The images from Syria this week are horrifying. "Everything is terrifying. I was horrified what was going on a couple of days ago," Kinan al-Rifai said.
However, to Syrians in middle Tennessee the images are nothing new.
"We've lost more than two million people in this war, the majority of them were under the age of 15," she said.
Syrian refugee al-Rifai moved to middle Tennessee about two years ago from Lebanon. Before that she fled Syria after the revolution developed into a civil war. Since then she's lost loved ones to the war in Syria.
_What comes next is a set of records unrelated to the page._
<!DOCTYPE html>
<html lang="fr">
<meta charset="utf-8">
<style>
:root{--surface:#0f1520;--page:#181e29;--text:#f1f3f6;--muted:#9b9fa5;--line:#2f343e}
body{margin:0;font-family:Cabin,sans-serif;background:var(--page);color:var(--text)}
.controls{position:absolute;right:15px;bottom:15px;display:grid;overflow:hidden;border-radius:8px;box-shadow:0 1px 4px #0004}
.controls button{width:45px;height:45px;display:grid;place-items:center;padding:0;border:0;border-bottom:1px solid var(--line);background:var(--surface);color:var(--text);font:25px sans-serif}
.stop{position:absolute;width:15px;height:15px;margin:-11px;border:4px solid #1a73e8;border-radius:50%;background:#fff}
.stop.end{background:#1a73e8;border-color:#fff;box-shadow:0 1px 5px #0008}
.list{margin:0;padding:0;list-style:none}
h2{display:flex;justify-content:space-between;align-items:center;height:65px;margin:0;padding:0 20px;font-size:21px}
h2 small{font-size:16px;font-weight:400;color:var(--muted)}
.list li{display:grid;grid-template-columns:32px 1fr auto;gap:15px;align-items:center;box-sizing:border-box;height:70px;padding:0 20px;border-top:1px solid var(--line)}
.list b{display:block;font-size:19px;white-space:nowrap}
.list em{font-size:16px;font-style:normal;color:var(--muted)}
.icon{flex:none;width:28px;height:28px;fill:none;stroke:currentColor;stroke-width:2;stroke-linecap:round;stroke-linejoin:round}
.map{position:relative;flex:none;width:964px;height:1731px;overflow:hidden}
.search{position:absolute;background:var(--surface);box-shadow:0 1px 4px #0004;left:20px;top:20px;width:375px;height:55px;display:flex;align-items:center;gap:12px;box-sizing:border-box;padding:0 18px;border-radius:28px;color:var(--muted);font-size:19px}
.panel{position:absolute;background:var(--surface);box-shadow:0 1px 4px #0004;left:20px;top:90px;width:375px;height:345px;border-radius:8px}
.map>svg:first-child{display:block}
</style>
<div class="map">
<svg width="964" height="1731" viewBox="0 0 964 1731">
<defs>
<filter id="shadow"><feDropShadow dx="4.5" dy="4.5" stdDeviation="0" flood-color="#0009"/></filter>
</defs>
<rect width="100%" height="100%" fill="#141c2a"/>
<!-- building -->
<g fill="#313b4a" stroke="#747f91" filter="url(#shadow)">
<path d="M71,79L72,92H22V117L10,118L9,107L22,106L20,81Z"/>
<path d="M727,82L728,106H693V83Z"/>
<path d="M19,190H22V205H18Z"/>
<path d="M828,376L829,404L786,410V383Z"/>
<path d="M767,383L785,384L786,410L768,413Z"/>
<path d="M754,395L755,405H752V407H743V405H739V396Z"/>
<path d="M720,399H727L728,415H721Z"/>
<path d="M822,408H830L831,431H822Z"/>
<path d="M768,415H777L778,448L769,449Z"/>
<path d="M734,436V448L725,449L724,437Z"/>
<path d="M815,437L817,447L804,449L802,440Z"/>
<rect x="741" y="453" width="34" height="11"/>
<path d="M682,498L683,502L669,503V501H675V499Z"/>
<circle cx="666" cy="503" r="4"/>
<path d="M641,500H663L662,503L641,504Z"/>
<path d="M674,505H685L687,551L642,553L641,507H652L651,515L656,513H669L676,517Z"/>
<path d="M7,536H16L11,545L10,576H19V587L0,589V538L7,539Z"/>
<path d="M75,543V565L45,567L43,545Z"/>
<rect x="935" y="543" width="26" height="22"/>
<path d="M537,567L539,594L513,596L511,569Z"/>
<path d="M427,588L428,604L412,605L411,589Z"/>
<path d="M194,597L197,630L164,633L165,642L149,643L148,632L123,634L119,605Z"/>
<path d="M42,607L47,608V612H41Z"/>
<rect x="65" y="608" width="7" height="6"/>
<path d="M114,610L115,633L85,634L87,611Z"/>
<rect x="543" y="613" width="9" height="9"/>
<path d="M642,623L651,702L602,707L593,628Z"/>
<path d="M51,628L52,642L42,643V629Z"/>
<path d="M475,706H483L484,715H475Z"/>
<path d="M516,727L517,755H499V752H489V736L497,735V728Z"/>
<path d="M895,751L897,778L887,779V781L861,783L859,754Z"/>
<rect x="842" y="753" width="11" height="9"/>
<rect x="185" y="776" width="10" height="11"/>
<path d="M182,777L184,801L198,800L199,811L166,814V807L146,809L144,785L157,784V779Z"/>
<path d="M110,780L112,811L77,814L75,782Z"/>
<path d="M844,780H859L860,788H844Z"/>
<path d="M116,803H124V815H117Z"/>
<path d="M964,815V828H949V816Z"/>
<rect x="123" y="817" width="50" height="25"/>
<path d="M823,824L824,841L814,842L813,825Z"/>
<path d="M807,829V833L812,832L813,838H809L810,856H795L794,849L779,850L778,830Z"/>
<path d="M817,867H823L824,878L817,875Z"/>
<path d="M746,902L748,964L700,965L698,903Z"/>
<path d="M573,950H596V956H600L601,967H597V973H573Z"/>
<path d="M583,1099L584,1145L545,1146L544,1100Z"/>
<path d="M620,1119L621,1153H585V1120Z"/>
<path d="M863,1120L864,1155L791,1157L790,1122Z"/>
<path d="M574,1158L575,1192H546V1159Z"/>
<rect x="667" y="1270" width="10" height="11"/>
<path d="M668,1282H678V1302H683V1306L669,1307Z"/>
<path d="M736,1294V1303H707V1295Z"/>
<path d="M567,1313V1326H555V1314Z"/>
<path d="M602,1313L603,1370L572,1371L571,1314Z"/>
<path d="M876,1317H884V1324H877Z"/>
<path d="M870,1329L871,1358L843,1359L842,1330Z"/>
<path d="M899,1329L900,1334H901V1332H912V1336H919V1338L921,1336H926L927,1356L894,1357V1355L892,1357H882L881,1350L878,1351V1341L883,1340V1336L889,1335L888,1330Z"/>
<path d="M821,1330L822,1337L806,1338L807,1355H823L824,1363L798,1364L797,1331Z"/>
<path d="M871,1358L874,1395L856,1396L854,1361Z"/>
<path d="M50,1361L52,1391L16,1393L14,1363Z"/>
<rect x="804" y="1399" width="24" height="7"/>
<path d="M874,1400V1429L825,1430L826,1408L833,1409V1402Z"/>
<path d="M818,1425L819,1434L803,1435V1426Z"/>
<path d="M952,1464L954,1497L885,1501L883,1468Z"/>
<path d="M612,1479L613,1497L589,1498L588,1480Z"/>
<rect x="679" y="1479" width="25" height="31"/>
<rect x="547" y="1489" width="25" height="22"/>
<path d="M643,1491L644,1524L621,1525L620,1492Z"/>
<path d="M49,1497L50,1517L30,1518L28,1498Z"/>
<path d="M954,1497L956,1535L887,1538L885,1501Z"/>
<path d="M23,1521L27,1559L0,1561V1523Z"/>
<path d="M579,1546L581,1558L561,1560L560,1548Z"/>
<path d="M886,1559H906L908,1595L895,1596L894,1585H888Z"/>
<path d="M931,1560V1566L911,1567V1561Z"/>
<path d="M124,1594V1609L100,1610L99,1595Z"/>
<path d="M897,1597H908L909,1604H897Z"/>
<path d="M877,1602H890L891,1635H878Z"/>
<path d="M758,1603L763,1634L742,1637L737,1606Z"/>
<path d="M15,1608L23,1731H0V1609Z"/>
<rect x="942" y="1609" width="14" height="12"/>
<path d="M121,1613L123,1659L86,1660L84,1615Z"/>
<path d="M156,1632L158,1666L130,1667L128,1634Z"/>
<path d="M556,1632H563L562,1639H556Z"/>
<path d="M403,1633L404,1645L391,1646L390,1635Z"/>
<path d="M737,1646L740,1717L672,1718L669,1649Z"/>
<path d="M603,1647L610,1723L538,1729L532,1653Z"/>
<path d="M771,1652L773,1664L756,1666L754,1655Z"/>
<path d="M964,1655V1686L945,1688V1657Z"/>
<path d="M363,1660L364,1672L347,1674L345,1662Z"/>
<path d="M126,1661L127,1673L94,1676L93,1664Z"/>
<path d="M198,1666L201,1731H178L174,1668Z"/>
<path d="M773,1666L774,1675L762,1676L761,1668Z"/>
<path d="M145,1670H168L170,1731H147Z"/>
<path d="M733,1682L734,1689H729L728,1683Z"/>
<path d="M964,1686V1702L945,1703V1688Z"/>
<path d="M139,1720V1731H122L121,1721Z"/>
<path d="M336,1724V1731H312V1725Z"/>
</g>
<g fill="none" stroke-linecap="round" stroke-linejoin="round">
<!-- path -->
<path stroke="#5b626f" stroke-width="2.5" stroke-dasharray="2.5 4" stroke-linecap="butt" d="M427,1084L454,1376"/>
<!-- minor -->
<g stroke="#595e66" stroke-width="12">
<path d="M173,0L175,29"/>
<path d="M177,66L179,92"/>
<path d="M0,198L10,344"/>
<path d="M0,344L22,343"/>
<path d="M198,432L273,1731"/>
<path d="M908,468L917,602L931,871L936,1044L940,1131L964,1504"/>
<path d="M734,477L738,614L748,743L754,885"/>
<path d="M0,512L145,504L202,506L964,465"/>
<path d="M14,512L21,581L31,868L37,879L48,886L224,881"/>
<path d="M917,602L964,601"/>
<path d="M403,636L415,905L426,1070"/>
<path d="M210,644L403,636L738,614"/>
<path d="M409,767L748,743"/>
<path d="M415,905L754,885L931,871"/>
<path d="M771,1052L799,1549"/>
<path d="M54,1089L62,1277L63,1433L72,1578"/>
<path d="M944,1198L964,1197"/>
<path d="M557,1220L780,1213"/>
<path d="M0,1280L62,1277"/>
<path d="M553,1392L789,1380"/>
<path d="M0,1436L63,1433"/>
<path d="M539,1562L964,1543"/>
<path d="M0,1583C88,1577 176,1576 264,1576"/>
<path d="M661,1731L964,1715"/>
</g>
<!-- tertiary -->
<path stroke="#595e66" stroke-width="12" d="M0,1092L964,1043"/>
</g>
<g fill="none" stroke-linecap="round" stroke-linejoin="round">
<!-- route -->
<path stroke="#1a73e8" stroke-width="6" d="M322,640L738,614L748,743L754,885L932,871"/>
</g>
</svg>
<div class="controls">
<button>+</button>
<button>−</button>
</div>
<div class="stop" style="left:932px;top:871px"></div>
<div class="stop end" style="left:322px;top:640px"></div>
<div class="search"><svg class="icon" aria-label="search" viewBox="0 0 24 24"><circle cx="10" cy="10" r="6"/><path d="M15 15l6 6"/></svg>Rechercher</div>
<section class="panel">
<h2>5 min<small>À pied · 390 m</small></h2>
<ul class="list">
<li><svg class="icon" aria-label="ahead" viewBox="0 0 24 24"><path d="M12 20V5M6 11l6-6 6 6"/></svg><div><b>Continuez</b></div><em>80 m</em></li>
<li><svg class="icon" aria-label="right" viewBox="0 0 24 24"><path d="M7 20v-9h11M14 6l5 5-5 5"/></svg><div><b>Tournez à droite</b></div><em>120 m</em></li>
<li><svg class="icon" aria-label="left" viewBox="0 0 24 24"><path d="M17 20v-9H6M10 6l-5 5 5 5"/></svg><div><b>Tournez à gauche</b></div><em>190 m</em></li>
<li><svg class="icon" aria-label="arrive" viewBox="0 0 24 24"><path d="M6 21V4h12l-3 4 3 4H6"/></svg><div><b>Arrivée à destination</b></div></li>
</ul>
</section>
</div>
"In the past three months I lost my cousin who is 28-years-old in Syria and in two months I lost my uncle too and both of them died because of the war," she explained.
Tuesday's chemical attack was not the first in the war torn country. In 2013, hundreds of Syrians died in a similar attack. "What in the world is happening, why this war doesn't want to stop? Why is the situation getting worse and worse every day and nothing is changed," al-Rifai asked.
Al-Rifai said President Trump's decision to fire missiles at a Syrian air base, killing a hand full of civilians, including children, will not help.
"They are making the situation worse," al-Rifai said.
Instead, she hopes the U.S. will move forward with a strategy that will not take innocent lives. "Something that keeps the peace, that keeps these people from dying every single day. Not by bombing, not by putting another force to bomb in Syria, to fight another force. That's not going to help," she said.